The first step in this analysis consists in decoupling the areas of poor correlation: namely those located on the sides or top of the full dataset volume, and those with a higher displacement and smaller particle size. From the CC map, it is possible to observe that the majority of areas of low correlation belong to the side and top edges of the dataset, where the pixel values are attributed to noise due to the presence of the compression flat head, or to edge pixels having null values. These can be viewed by the “empty” cubes in Fig. 3d and e. Typically, the strain calculated for these areas is either positive indicating tension or an outlying value of a negative compressive strain. As values below −0.10 are identified as belonging to the latter, the strain is capped at −0.10 for ease in visualisation.

From step A, it is possible to observe that the highest valid displacement occurs in a hotspot in the top section of the electrode, below the compression flat head. By comparing the strain and CC maps, a zone with low correlation can be identified within an area of high strain, highlighted by the recurring black outline in Fig. 3. This is thought to be due to the presence of a high displacement of small particle fragments with size below the correlation window. This may indicate that smaller particles, along with fragments that may be formed by particles crushing during calendering may act as strain hot-spots. Examining the compression of the upper layer of the electrode may also lead to a further understanding of how the uppermost porosity varies and how this affects the interpenetration of electrolyte within the electrode. The remaining regions of the electrode have a higher CC indicating the reliability of the result. This is confirmed by comparing the CC and the grayscale data: as the displacement increases, the correlation decreases in areas where particles are small but a strong correlation persists in the rest of the dataset.

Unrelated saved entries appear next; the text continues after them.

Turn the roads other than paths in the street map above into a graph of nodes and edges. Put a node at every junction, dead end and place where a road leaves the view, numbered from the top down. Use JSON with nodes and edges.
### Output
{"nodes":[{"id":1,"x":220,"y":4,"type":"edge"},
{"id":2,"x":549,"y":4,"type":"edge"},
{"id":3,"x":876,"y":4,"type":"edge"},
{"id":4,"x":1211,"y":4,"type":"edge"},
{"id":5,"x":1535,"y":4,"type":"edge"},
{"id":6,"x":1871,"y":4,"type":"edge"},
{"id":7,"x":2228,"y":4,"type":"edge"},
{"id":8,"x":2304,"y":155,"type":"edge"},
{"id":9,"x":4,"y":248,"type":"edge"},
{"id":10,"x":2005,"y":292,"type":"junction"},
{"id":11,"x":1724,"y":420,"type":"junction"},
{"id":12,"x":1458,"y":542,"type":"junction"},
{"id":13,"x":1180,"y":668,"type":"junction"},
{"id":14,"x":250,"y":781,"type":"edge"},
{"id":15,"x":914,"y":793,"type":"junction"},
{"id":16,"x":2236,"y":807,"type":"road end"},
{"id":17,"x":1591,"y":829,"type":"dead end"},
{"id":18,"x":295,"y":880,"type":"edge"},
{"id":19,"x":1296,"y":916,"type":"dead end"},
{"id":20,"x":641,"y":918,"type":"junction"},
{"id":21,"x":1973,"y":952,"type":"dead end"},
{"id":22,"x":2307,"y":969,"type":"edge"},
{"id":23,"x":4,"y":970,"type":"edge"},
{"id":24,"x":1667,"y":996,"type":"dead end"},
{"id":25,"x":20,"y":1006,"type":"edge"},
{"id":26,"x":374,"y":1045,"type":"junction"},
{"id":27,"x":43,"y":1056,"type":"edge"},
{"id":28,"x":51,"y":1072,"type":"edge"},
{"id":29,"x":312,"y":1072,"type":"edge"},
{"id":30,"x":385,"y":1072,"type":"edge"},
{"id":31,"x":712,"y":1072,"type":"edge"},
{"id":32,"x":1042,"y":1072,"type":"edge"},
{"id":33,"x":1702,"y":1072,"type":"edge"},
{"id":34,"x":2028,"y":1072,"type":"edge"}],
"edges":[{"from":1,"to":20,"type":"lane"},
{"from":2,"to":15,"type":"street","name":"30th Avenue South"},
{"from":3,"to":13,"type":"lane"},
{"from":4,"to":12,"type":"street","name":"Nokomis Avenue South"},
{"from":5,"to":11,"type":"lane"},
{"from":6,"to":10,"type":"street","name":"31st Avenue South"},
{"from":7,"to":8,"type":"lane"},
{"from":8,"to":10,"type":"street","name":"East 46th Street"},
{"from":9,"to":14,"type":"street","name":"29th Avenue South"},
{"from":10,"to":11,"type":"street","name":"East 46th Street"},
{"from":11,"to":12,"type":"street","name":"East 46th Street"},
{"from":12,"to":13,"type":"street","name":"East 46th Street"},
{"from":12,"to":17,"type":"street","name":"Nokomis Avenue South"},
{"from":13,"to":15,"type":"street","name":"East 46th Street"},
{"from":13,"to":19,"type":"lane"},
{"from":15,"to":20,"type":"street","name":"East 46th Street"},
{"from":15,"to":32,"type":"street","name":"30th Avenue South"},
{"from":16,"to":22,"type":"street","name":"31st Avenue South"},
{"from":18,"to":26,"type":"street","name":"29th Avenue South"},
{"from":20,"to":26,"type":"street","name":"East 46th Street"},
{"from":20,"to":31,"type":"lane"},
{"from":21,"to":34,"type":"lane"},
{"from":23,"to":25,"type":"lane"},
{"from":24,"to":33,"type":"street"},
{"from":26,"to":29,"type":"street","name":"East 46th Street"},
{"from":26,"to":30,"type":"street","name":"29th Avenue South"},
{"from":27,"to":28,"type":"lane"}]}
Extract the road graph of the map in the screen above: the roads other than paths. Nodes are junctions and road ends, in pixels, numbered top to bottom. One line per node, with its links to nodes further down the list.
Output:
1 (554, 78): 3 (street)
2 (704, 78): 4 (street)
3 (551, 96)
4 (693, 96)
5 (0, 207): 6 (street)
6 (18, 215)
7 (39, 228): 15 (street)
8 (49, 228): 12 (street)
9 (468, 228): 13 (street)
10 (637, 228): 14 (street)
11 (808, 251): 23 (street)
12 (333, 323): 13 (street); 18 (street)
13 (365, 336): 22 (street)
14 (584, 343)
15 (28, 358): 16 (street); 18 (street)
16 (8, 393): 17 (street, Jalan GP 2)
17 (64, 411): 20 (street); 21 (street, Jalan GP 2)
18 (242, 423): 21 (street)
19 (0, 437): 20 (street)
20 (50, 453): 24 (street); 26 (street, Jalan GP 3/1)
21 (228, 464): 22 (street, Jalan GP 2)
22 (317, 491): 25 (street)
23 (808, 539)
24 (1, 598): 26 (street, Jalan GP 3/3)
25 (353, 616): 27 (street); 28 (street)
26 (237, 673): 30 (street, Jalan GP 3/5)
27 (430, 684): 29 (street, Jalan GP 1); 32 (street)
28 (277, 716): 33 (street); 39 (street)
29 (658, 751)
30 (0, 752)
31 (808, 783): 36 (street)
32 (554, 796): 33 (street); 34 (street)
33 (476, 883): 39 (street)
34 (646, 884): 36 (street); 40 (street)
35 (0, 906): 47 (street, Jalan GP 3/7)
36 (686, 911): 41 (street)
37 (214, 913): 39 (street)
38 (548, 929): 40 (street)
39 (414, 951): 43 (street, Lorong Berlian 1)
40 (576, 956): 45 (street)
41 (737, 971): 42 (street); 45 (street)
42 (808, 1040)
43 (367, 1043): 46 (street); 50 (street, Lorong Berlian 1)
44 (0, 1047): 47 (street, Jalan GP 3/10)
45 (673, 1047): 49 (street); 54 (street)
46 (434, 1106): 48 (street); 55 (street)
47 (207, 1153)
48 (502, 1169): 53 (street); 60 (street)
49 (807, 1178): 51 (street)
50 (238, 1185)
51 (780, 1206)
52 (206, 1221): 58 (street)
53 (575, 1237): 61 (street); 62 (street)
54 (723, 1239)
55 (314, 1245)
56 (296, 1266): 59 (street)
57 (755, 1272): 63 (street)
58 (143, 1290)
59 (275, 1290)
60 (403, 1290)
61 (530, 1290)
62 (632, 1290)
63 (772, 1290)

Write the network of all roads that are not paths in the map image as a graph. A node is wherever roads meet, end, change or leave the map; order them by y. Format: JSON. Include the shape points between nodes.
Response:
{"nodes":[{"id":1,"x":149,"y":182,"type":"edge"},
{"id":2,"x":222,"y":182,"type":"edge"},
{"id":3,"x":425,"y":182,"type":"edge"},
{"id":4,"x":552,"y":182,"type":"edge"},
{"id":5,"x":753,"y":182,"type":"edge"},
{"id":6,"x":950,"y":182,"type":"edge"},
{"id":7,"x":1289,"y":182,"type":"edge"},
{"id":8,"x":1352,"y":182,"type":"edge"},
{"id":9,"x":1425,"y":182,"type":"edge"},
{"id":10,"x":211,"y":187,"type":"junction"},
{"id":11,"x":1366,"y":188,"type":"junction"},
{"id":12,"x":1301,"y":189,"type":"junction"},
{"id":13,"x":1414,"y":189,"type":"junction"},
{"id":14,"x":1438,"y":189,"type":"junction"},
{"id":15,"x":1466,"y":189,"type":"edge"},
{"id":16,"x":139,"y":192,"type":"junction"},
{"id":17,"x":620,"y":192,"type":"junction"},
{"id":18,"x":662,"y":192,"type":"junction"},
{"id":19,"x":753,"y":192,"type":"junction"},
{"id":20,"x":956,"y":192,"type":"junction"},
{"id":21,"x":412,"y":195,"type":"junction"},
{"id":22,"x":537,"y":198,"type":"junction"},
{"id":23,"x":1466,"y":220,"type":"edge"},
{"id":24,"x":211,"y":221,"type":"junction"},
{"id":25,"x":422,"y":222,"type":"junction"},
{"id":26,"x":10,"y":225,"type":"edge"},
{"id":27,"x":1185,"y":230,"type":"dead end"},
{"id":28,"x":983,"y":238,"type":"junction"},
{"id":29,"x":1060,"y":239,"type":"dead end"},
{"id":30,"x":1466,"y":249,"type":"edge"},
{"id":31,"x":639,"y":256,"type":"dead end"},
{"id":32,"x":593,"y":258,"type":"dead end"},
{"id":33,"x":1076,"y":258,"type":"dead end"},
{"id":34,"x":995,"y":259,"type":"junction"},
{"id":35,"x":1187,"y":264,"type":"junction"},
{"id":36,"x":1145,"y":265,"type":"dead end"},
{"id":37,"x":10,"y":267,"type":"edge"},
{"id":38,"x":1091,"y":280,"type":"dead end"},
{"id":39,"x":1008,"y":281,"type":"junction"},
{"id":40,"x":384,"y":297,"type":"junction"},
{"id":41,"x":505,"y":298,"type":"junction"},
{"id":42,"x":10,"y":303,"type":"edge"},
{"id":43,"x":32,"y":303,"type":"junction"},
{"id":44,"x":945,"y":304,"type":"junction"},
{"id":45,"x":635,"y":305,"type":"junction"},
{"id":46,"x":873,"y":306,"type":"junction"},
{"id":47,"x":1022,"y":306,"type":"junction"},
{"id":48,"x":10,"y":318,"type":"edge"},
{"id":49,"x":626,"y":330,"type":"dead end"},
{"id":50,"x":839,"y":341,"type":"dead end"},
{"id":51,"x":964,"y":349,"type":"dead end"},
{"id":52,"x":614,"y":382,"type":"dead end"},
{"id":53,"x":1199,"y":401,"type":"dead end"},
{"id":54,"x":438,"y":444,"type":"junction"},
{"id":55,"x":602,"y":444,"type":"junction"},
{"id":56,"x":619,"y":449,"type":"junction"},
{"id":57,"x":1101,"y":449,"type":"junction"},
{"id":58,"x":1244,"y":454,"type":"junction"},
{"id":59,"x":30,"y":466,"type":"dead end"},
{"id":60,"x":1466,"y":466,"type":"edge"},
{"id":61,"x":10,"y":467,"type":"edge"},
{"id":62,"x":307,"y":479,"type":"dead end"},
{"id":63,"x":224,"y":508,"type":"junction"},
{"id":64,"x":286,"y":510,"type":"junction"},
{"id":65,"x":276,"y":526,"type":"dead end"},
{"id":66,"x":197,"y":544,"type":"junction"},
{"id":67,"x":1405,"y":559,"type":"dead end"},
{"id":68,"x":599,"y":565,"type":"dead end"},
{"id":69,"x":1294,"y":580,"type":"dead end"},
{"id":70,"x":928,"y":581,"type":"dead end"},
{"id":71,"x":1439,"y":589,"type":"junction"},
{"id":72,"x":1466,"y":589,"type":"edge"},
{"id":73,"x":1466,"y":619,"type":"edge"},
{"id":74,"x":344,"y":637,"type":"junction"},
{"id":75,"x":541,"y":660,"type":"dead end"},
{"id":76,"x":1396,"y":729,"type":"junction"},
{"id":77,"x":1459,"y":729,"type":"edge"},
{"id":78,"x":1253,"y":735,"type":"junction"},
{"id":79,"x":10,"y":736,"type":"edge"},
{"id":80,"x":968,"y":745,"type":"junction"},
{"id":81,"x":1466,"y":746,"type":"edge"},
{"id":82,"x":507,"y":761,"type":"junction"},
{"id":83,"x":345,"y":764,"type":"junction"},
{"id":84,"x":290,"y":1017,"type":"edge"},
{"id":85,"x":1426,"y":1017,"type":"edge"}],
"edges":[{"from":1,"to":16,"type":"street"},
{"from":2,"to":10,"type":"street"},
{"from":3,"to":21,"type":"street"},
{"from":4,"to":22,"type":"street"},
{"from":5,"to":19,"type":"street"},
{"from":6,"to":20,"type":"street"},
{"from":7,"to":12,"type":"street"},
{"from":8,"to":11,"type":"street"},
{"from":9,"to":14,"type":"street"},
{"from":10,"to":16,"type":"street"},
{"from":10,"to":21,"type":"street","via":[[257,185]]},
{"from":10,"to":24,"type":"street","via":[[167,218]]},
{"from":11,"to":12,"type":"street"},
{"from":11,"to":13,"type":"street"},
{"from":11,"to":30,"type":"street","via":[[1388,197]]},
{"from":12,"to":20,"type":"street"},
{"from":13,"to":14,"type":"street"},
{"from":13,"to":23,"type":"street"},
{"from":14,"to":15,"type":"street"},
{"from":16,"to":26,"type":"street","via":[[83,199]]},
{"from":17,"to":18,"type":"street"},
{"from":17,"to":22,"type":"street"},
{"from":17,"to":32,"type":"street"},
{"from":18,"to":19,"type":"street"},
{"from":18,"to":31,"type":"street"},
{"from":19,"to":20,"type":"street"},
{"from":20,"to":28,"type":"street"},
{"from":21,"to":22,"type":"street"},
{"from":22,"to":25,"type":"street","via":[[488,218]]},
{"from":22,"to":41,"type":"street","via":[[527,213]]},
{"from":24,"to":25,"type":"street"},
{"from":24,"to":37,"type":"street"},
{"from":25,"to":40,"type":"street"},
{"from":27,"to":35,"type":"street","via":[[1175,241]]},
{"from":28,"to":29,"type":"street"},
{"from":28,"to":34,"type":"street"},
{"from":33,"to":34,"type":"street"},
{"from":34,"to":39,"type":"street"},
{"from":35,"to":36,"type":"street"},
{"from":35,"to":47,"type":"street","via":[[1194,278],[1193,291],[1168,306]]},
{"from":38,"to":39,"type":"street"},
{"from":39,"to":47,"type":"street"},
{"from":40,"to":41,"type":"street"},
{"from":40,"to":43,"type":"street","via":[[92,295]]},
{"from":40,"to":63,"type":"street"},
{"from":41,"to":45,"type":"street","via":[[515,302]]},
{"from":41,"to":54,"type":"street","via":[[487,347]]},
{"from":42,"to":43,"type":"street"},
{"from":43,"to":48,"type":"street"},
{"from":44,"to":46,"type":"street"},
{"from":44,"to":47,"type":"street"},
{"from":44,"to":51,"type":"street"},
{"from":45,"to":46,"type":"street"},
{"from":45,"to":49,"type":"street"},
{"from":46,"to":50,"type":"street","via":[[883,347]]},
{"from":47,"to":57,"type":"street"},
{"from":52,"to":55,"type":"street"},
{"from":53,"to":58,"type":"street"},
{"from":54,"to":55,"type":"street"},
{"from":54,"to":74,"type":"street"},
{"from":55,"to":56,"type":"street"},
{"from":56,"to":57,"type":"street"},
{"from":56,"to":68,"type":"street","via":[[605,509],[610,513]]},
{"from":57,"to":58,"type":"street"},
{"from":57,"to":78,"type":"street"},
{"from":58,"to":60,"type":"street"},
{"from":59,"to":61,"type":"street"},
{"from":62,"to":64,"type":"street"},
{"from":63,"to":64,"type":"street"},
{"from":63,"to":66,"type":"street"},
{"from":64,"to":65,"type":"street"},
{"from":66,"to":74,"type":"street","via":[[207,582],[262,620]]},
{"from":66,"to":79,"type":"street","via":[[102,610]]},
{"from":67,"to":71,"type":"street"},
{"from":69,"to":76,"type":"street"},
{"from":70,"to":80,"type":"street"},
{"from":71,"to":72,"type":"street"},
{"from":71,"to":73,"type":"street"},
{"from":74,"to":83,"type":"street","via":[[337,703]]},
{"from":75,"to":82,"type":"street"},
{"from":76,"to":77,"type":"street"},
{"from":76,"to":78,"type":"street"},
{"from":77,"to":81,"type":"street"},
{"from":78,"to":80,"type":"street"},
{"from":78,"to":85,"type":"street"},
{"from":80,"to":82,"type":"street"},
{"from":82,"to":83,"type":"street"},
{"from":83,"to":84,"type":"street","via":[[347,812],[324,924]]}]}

With step B, the strain can be seen as concentrating throughout the top part of the electrode whilst spreading towards the lower half. The vector field also highlights that the particles are moving laterally within the electrode. This behaviour could be attributed to the different stress–strain propagation mechanisms within the electrode particles according to their morphology, local heterogeneity or dimensions. Lateral movement could also be emphasized by the fact that the edge of the sample is in close proximity the bulk. The above considerations indicate that by analysing all the outputs of the DVC calculation, it is possible to obtain an excellent representation of particle movement and strain evolution within an electrode.

Continuous pore size distribution

A continuous pore size distribution (CPSD) is run on the binarised image.24 This operates by inscribing spheres of increasing diameter in the pore space and measuring their volume and is ideal for porous networks with irregular shapes. It is important to note that the effective pore size distribution of the electrode is given by the contribution of the macroscale electrode pores and the nano-scale carbon and binder pores.25–27 Electrolyte transport occurs through the macro-scale electrode pores and nano-scale carbon and binder pores but these cannot be resolved at this length-scale with nano-CT due to their highly different attenuation. Running this calculation, however, can be used to quantify how compression is affecting the morphology and size of inter-particle channels as a whole.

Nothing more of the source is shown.